You could remove "naturally" necessary if you also were postulating supernatural necessity as in God causes homosexuality. I'll dismiss this as a minority opinion which I'm not addressing. Any situation, such as the having of homosexual desires, can either be contingent or necessary. If it is necessary then it cannot have been different. If it is contingent, then it can be different. If it is contingent, it could be random or teleological.
P3 How are homosexual actions a natural necessity? |
By natural necessity you could understand this as equally accounted for by natural explanations when compared to the alternative, heterosexuality. Consider: At least some people are left handed by natural necessity. This could include genetics and environment and exclude individual teleological choice.

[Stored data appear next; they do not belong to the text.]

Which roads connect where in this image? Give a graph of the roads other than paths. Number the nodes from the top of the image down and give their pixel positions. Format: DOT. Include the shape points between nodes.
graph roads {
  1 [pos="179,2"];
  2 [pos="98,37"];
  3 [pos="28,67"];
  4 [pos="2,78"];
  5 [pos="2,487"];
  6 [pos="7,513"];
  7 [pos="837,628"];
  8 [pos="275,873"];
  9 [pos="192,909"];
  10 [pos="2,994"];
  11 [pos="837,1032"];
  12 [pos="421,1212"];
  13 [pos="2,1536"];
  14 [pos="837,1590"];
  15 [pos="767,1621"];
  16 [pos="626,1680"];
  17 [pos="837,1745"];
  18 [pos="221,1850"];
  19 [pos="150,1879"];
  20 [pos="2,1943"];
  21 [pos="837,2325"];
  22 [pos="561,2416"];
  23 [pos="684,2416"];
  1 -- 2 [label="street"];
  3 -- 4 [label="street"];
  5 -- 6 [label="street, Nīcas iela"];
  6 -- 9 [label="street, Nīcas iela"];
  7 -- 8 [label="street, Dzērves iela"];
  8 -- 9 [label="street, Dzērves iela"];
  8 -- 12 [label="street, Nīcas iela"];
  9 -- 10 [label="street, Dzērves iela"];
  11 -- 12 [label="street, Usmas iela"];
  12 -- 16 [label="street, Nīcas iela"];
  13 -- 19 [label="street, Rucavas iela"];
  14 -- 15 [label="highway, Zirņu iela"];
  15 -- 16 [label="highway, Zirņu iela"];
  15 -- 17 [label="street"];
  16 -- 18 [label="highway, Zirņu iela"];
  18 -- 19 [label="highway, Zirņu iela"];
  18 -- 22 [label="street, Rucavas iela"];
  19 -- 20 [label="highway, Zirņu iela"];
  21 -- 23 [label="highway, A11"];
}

P4 What is your basis for knowing the nature of a non-existing god if he did exist? |
This is how you write a philosophical proposition and talk about a contrary position. If the assumptions are not true for a particular theism, then neither are the conclusions. If you're a Deist or a hindu theist this obviously does not apply. This argument, as stated in the terms, only would apply to a theism which contained those assumptions.
C5 Why? Are you saying that God can't exist if there are homosexuals? |
Some God's can't exist if there is natural homosexuality. Any theism which entails the claim that homosexuality is a choice is false if it is true that homosexuality is natural. C5 follows primarily from two points: P3 and P4b where if the probality is high that at least some homosexuality is natural and also the probability is low that if God were to exist he would have created natural homosexuality, then one of several disjuncts is probably true. The one this argument was phrased for is the argument that probably theism is false as laid out in the premises. There are many possible theological counter arguments here which mainly question or reinterpret P4 by adding additional characteristics to the theistic God which trump the 3 listed. Note I did not make this list exclusive of other possibilities.
P6 What is the basis for this assumption? How did you observe both conditions? How do you make a comparison when only one set of conditions are known to exist? How do you know that this isn't a "less similar" condition? |
The same comments as above apply here. Further I clearly stated this premise as hypothetical reasoning. Christian theism entails the claims that humans are special and distinct from other species in many important ways. Naturalism, if it entails evolution, posits that we should expect to find many similarities. Even if, all other things being equal, the claims were identical, Christian theism is claiming difference. This is not a logical proof, but an evidential argument because some things aren't ruled out by theism absolutely. That's why I'm constantly saying probably, at least some, etc.
C7 So? You can choose any similarity you want. |
Being charitible, I understand your claim to be that the preceding arguments were arbitrary. It may be the case that some similarities are arbitrary, such as equal frequency of bowl movements or equal number of teeth. However, for any theism which entails moral claims then this is not arbitrary. A hypothesis which is necessary for naturalism and confirmed a posteriori provides some evidence for naturalism. The same datum, not being associated with the theistic hypothesis, may either simply have no bearing on the arguments or may count as evidence against it. My conclusion here is strong and is derived from the premises. I could only choose another similarity if it were likewise derived from equally strong assumptions.
C9 Reading this as written, you are saying that theism is likely true (double negative) and we have one instance of evidence for naturalism. This contradicts C5. |
I made a typo.
And when I said bingo bango, my intention was "And here we go!" or off to the races with the argument. I may not post additional responses to your brief criticisms after the failure of our last scientific/philosophical discussion. I'd rather do so on economics since I enjoy it more these days! No offense meant by that, we've had good interchanges since our fist evolution tussle - but as you identified last time these subjects are so huge, your time is limited and we wind up talking past each other. If we wanted to tusssle it out we'd have to discuss:
1. Necessity and contingency.
2. Free will, agent causation and predestination.
Among others. And in general I'm still not gonna argue against a principled skeptical position unless I get to change the terms of debate, which would be hijacking the OP. Cheers, though. Really not trying to be a snot as I write this. Thanks for the reply.